American Cinematographer


January 1999

The Art of Filming Dangerously
By Kathleen Fairweather

McKiernan, who documented the siege at Wounded Knee, has covered the Contra/Sandanista war in Nicaragua, the civil war in El Salvador, and counter-insurgency in Guatemala, is now working on a film focusing on the plight of the Turkish Kurds, entitled Trouble in Paradise: The Untold Story of 2 Million Refugees.

McKiernan, who also co-produced the documentary special The Spirit of Crazy Horse, which aired recently on PBS' Frontline, explains, "There is an illusion of safety when the camera is in front of your face.  Although it is not a shield from the danger or the reality of the situation you are filming, it creates a kind of distance.  I'm very good at calculating the risks, but sometimes I must calculate them under extreme duress.

"I constantly ask myself, 'How good am I before I make mental errors?' I believe I know when to quit; however, I am usually sleep-deprived and running on empty while I am making those decisions.  I have learned, though, that it is okay not to always go after the gold.  I have learned to sometimes settle for the silver and be happy with that shot.  There is a moment in every cameraman's life when you know you've done enough.  Knowing when to quit is everything, but at the same time, it is also a very hard decision to make."

McKiernan acknowledges the dangers of staying too long in a volatile situation.  "Your presence always changes things," he notes.  "It is impossible to be there as just a fly on the wall.  You can completely change the tone and the outcome of an event just by being there with a camera."

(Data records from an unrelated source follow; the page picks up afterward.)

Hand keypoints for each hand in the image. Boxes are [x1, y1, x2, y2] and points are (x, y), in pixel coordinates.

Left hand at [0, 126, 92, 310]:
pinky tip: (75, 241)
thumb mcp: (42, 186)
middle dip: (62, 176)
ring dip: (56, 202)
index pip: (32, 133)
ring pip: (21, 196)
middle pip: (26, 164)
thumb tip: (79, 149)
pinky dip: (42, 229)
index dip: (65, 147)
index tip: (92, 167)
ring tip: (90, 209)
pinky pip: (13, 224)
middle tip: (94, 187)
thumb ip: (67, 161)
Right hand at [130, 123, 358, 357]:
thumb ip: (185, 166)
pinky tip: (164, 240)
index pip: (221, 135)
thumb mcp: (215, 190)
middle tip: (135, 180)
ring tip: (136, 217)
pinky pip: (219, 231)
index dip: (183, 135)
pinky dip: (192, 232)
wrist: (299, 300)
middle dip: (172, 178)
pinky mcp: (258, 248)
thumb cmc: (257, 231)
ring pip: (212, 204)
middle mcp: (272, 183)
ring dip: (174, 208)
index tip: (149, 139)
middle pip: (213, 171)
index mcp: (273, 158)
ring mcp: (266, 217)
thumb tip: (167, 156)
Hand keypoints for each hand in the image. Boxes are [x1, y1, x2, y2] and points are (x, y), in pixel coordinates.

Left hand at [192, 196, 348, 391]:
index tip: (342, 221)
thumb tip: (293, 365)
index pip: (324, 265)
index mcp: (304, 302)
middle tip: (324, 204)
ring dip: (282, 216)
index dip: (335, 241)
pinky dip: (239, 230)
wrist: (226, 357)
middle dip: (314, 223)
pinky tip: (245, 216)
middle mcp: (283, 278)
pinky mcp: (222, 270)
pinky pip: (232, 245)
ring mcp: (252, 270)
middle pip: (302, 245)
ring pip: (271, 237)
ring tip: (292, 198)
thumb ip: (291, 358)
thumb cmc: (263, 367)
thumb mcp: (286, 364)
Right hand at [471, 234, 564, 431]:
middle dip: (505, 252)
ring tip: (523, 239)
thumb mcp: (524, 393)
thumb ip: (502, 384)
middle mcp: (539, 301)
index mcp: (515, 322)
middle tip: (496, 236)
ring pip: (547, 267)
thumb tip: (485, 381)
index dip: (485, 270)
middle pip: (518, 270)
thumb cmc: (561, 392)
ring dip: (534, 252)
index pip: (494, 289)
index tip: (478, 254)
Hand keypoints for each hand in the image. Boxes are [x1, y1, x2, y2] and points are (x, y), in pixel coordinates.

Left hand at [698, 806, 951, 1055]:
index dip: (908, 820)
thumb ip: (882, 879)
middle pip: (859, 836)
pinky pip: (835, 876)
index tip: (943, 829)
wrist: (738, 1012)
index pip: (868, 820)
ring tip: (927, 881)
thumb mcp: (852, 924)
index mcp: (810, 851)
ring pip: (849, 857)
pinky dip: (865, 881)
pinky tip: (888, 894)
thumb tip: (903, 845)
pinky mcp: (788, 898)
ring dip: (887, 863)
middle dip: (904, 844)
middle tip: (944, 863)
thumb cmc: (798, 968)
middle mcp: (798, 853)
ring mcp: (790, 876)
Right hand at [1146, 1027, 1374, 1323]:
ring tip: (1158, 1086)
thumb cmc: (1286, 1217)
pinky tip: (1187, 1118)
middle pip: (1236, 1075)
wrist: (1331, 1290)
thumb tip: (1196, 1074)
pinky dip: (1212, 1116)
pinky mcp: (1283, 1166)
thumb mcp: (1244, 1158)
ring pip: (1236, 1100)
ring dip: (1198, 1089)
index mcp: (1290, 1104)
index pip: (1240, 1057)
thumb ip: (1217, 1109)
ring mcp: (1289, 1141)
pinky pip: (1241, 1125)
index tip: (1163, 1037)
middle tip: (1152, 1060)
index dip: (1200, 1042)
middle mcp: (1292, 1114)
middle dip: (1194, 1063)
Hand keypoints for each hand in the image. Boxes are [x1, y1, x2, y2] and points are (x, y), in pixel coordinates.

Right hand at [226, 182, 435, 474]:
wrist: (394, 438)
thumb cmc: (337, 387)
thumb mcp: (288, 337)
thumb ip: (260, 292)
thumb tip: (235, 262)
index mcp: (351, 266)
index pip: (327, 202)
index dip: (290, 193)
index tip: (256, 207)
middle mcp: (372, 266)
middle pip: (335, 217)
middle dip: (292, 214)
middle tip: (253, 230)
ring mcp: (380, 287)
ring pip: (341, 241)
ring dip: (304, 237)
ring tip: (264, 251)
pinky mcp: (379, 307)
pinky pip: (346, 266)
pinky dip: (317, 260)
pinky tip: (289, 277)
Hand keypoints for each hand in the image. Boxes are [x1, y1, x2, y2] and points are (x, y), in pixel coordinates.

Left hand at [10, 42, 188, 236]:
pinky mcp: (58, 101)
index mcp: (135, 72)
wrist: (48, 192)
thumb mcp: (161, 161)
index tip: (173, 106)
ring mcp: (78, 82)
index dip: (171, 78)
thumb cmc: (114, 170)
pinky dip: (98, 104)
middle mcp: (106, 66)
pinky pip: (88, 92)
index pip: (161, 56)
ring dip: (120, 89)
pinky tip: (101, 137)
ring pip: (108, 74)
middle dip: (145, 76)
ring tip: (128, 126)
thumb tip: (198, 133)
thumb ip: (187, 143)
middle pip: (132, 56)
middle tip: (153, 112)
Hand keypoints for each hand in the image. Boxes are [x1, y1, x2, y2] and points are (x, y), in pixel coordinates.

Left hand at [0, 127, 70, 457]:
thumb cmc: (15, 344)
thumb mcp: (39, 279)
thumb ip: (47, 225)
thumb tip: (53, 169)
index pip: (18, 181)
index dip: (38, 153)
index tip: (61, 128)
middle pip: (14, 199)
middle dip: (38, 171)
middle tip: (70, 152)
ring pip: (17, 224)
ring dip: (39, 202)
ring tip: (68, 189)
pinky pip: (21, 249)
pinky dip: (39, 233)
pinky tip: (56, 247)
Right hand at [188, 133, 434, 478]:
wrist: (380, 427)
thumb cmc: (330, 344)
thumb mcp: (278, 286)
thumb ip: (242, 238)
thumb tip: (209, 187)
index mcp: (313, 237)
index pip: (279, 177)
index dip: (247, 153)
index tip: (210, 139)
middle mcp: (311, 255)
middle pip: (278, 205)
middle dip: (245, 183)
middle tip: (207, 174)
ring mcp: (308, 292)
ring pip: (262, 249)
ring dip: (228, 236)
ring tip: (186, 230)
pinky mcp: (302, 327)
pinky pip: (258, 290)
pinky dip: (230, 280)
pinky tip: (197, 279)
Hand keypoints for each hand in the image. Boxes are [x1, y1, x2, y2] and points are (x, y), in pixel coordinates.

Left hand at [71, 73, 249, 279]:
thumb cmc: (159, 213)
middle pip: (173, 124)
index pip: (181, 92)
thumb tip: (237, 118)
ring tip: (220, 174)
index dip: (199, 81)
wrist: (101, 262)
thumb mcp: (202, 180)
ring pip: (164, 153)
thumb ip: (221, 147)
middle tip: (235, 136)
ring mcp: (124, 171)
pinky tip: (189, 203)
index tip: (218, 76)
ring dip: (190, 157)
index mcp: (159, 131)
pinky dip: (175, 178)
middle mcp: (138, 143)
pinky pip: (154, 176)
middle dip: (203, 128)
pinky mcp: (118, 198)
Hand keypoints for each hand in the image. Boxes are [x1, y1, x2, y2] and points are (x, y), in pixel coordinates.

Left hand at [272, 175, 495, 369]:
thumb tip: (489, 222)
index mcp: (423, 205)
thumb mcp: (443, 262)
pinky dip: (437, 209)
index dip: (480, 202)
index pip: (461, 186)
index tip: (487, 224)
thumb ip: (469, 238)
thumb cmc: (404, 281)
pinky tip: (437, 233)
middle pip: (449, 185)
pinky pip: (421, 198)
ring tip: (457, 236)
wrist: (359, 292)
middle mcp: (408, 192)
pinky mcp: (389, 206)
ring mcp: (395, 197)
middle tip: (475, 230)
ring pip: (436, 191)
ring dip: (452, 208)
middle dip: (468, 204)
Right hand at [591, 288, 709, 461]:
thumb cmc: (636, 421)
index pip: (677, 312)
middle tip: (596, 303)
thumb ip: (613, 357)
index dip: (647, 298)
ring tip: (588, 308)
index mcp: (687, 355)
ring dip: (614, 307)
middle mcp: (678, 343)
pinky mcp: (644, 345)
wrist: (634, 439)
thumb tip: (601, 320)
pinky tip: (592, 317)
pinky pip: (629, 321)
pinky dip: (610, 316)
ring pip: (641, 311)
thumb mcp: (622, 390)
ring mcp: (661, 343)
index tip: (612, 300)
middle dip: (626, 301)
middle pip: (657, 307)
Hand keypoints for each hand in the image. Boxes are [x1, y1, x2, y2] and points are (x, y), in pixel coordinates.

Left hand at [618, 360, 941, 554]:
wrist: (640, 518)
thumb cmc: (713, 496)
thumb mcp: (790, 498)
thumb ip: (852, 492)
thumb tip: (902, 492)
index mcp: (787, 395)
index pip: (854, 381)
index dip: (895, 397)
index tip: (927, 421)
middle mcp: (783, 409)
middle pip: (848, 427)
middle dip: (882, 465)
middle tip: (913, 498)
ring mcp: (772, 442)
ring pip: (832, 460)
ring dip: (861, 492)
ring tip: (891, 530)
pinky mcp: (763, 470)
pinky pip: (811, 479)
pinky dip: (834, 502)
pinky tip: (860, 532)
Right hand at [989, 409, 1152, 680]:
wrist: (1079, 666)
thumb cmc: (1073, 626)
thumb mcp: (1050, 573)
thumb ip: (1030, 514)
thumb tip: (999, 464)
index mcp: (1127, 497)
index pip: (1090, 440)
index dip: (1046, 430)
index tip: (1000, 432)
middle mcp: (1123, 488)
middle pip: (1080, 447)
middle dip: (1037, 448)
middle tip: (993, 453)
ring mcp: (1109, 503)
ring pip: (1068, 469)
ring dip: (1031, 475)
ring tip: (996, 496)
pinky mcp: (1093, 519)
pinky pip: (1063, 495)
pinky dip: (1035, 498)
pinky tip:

On more than one occasion, locals in various places have offered to stir things up by verbally harrassing villagers and throwing rocks at them.  "Do we make things worse or better?" McKiernan wonders, adding with a sigh, "Sometimes they see us as snitches, when we simply point our cameras at the truth.  Still, the personal fulfillment and rewards are great - even in the most dire of circumstances."